CHAPTER XXXI.

Previous

Old Taverns and Tavern Keepers continued—Big Crossings to Mt. Washington—Old Shellbark, Jacob Probasco, Jockey Hollow, Old Tom Brown, Mt. Augusta, Marlow’s, the Three Cabins, McCollough’s—A Fugitive Slave Tragedy—A Sermon cut short by the Baying of Hounds—Charley Rush—The Sheep’s Ear—the Bull’s Head, the Old Inks House, Nick McCartney, Boss Rush, Samuel Frazer, John Rush.
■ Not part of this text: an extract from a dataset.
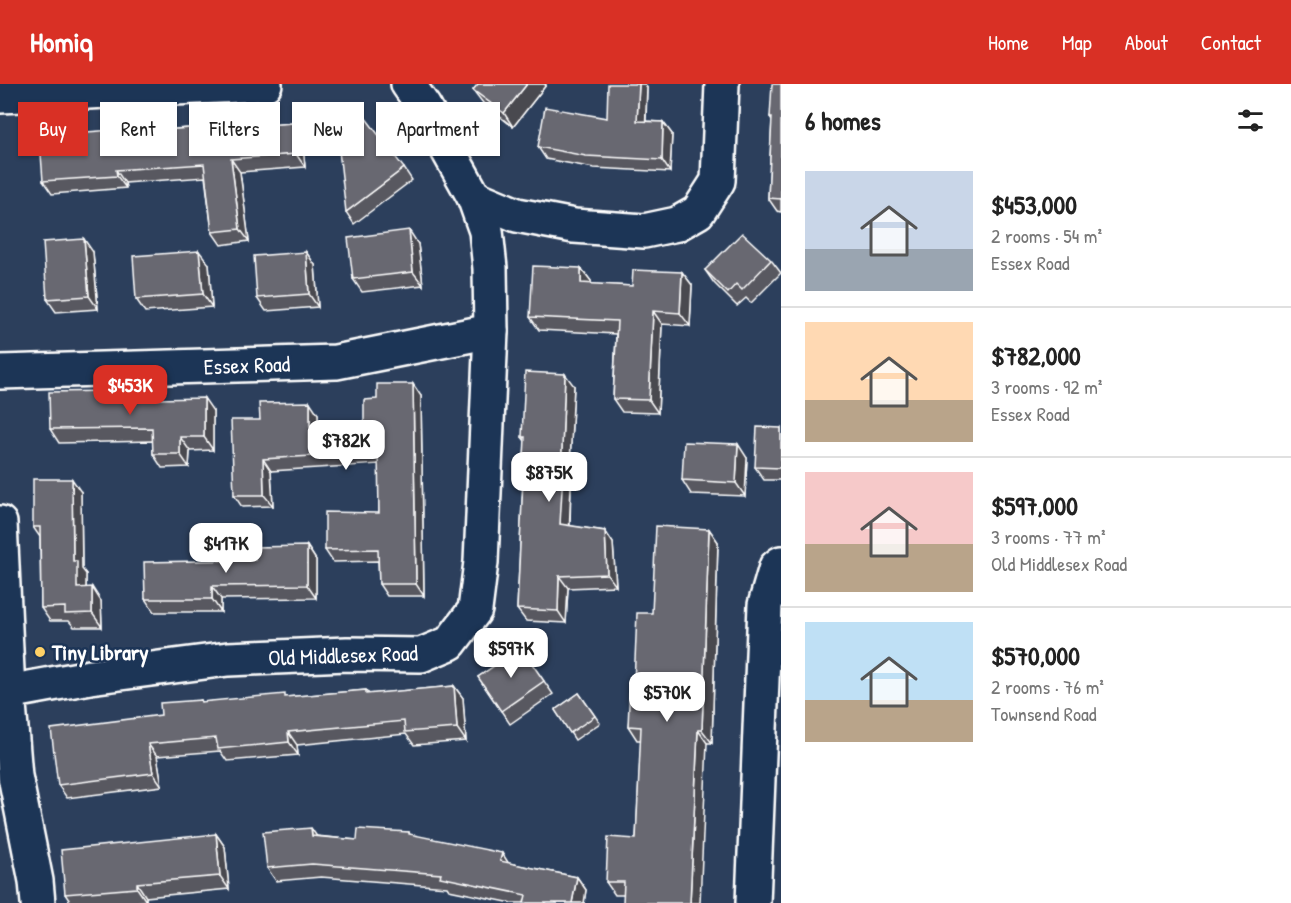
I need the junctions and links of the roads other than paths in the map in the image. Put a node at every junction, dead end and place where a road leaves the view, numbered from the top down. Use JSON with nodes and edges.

The first old tavern west of the “Big Crossings,” and the first in Fayette county, Pa. (for the river here is the boundary line between the counties of Fayette and Somerset), is that which for many years was kept by Peter Lenhart, commonly known as “Shellbark.” This is a two-story house, originally built with logs, but subsequently weather-boarded and painted red. The red, however, has long since disappeared, and it now wears the dingy, dark colored hue that settles upon all ancient buildings. A man named Ebert built this house and occupied it as a private residence. He was a tanner by trade, and a justice of the peace. He sold out to Peter Lenhart’s father, who occupied the house also as a private residence until his death, when his son Peter succeeded him and opened up the house as a tavern, and soon after added a distillery. The house had a good custom and “Shellbark” was prosperous. He was an eccentric man, and like Orator Puff, had two tones to his voice. He had a habit, upon rising every morning, of cutting a large slice from a loaf of bread, spreading it with butter, and eating it in connection with a glass of whiskey. He enjoyed this matutinal habit for many years, and rarely omitted it. Why he was called “Shellbark” is not accurately known. He was in early life an old-line Democrat, but in later years got “mixed up,” and seemed to have lost his political moorings. He died a few years ago, and his widow and daughter remain in the old house, occasionally entertaining strangers and travelers in very satisfactory style.

THE BIG CROSSINGS.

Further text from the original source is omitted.